Retour aux studios Olympic. Les Stones ont bien avancé. Charlie Watts a abandonné le poum tchac basique du début pour un rythme plus syncopé joué en cross-stick. Keith Richards est passé à la basse et Bill Wyman joue maintenant des maracas. Mick Jagger, dans son coin, continue d'affiner la mélodie au fur et à mesure des essais avec le groupe.
Le tempo est encore un peu lent mais l’idée d’une section rythmique vaguement afro-cubaine commence tout doucement à se dessiner.
Après une séquence ennuyeuse dans laquelle une jeune femme, prénomée Eve Democracy est interviewée dans la forêt par des journalistes, on peut enfin revenir à ce qui nous intéresse.
Cette fois-ci les Stones tiennent le bon bout. Le tempo est plus rapide et le percussionniste Rocky Dijon, aux congas, a été recruté en renfort rythmique. Nicky Hopkins est passé de l’orgue hammond au piano et interprète le superbe accompagnement, tout en accords suspendus, qu’on peut entendre sur le disque. A la basse, Keith Richards martèle des notes syncopées qui renforce l'ensemble et épaississent le rythme.
De l’accompagnement lent et binaire du début, on est passé à une espèce de samba “endiablé” prête à diffuser le message corrupteur et ambigu de Lucifer/Jagger.
Mais avant ça, il va encore falloir subir une longue scène sans queue ni tête où, dans un kiosque à journaux, le vendeur lit des extraits de Mein kampf pendant que la caméra s’attarde sur des revues pornographiques. Le tout est entrecoupé de séquences où l'on voit Anne Wiazemsky peindre sur les murs des slogans improbables comme CinéMarxisme ou encore Viet cong.
Retour enfin aux studios Olympic pour l’enregistrement des voix. Mick Jagger, face au micro et casque sur les oreilles, interprète le nouvel hymne des Stones à la perfection. Il semble comme possédé par le malin et agrémente son chant de cris et d’injonctions pendant que sa jambe bouge frénétiquement au rythme de la musique.

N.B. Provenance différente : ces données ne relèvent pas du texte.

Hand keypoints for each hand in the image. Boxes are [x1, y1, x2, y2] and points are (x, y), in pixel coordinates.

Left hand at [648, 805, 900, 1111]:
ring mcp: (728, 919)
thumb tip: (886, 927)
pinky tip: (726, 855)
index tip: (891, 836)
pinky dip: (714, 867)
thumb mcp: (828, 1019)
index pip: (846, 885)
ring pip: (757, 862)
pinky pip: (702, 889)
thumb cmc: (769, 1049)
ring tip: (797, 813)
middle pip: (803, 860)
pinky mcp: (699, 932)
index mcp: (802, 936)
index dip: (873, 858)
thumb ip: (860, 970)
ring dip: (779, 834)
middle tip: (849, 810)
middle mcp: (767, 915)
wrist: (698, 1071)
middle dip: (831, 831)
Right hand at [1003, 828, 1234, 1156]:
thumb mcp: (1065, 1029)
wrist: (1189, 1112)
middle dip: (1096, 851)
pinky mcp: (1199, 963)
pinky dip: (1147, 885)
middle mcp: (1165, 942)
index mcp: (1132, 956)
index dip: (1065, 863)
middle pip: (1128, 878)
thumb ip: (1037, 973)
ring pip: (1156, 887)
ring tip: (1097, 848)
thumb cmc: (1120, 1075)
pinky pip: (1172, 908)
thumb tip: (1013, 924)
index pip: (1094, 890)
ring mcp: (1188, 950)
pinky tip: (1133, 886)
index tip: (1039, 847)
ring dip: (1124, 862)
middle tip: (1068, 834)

Quand arrive le troisième couplet, les autres membres du groupe, positionnés en rond autour d’un micro, entonnent les fameux whoo-hoos qui vont ponctuer la chanson jusqu’au bout et la rendre absolument irrésistible.

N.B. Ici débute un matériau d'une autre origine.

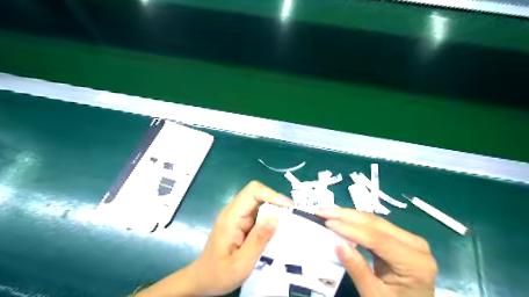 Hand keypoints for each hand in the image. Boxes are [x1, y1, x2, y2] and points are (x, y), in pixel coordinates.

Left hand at [135, 180, 293, 296]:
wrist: (202, 280)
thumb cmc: (218, 274)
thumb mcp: (240, 263)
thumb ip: (258, 240)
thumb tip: (276, 218)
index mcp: (232, 216)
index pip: (253, 191)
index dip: (272, 194)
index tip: (289, 208)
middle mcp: (234, 211)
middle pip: (257, 193)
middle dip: (276, 201)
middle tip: (292, 216)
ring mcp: (237, 216)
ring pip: (259, 202)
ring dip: (274, 209)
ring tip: (288, 223)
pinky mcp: (240, 222)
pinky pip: (257, 213)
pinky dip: (269, 217)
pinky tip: (276, 230)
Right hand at [315, 209, 436, 296]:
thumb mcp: (374, 295)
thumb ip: (358, 270)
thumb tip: (337, 243)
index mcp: (415, 262)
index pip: (377, 239)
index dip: (350, 229)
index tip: (327, 222)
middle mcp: (416, 245)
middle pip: (375, 224)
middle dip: (346, 215)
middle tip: (322, 211)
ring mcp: (409, 239)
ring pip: (374, 221)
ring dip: (348, 215)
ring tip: (327, 211)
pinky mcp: (400, 238)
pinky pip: (375, 226)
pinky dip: (355, 222)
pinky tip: (341, 218) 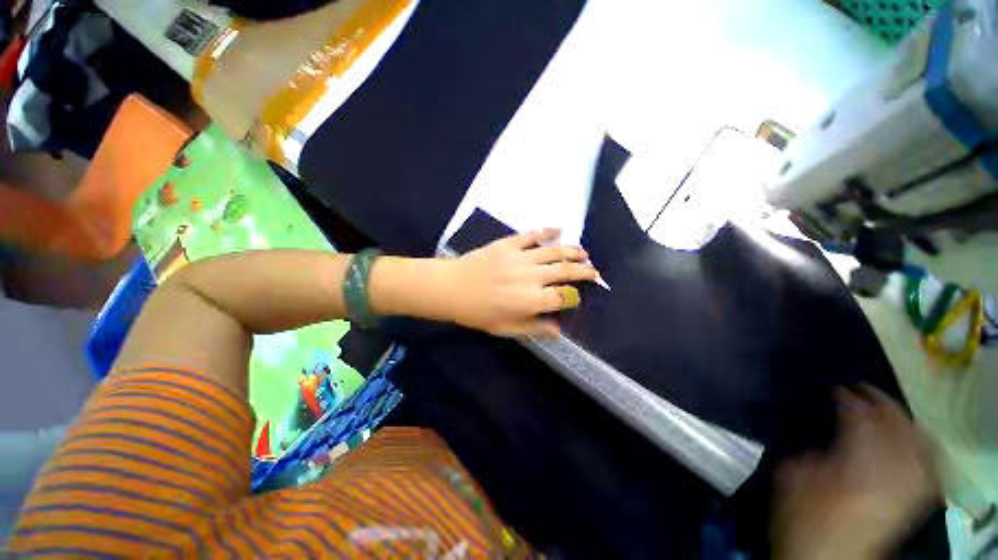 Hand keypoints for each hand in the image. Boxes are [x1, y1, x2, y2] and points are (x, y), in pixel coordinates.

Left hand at [440, 229, 598, 336]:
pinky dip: (547, 231)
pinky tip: (559, 229)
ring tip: (584, 253)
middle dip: (584, 271)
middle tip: (594, 271)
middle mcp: (532, 277)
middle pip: (566, 271)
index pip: (564, 297)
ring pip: (555, 251)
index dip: (574, 297)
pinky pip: (532, 235)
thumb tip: (559, 331)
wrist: (453, 288)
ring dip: (573, 251)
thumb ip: (535, 329)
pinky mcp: (509, 244)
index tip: (576, 297)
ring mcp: (521, 257)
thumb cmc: (479, 313)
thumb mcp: (506, 329)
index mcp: (532, 300)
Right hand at [773, 385, 937, 559]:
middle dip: (882, 404)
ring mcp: (902, 489)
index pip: (860, 423)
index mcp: (852, 469)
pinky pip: (929, 469)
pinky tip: (918, 438)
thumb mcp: (791, 482)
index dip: (850, 400)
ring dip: (905, 422)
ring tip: (890, 408)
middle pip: (896, 430)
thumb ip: (809, 457)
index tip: (838, 389)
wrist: (829, 558)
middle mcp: (886, 475)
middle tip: (865, 389)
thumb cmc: (803, 521)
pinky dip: (925, 448)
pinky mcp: (910, 502)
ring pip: (918, 445)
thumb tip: (823, 441) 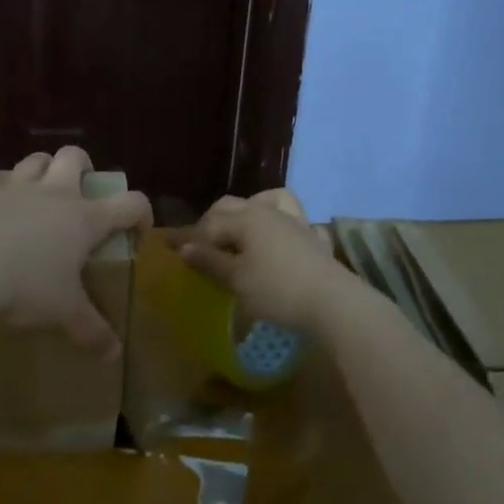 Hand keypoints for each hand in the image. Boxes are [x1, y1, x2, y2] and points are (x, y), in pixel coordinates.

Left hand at [0, 147, 150, 352]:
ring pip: (33, 162)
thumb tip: (114, 354)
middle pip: (74, 158)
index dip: (141, 213)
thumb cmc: (28, 287)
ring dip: (40, 166)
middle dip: (83, 165)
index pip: (130, 203)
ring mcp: (14, 191)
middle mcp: (53, 195)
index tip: (138, 231)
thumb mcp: (65, 313)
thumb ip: (92, 330)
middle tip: (83, 187)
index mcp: (85, 219)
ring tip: (41, 181)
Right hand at [177, 189, 354, 332]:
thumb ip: (210, 261)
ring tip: (243, 229)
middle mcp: (269, 212)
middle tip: (202, 245)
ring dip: (253, 209)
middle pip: (234, 205)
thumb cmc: (276, 290)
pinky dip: (287, 227)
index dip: (190, 237)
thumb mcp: (237, 279)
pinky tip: (284, 241)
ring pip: (271, 200)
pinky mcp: (315, 240)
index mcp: (246, 218)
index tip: (171, 249)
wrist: (333, 303)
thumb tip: (184, 247)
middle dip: (214, 221)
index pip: (210, 223)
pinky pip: (299, 223)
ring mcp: (296, 223)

C'est à la fin du film que l'on peut enfin entendre la version finale de Sympathy for the devil et mesurer le travail accompli par les Stones.
Il faut avouer que dans One + one Godard ne nous épargne rien. Du baratin Marxiste/Maoïste aux messages politico érotique, tous les clichés de l’époque y passent.

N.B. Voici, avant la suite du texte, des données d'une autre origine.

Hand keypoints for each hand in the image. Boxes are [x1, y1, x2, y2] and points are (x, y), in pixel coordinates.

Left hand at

Le film est au mieux, un témoignage de la contre culture de la fin des années soixantes, et au pire, un film d’art et essai prétentieux et indigeste.
Mais il reste les Rolling Stones en train de créer Sympathy for the devil. Et là, encore une fois sans même le savoir, Godard nous offre un document exceptionnel.
C’est un peu comme regarder Picasso peindre Guernica, ou Michel-Ange décorer la chapelle Sixtine. Toute la magie de la création se déroule ici sous nos yeux.
On peut voir étape par étape la chrysalide, une ballade longue et ennuyeuse, devenir papillon, une samba rock hypnotique et excitante.
Alors pour ce magnifique cadeau, s’il vous plaît, un peu de courtoisie et de sympathie pour Jean Luc Godard.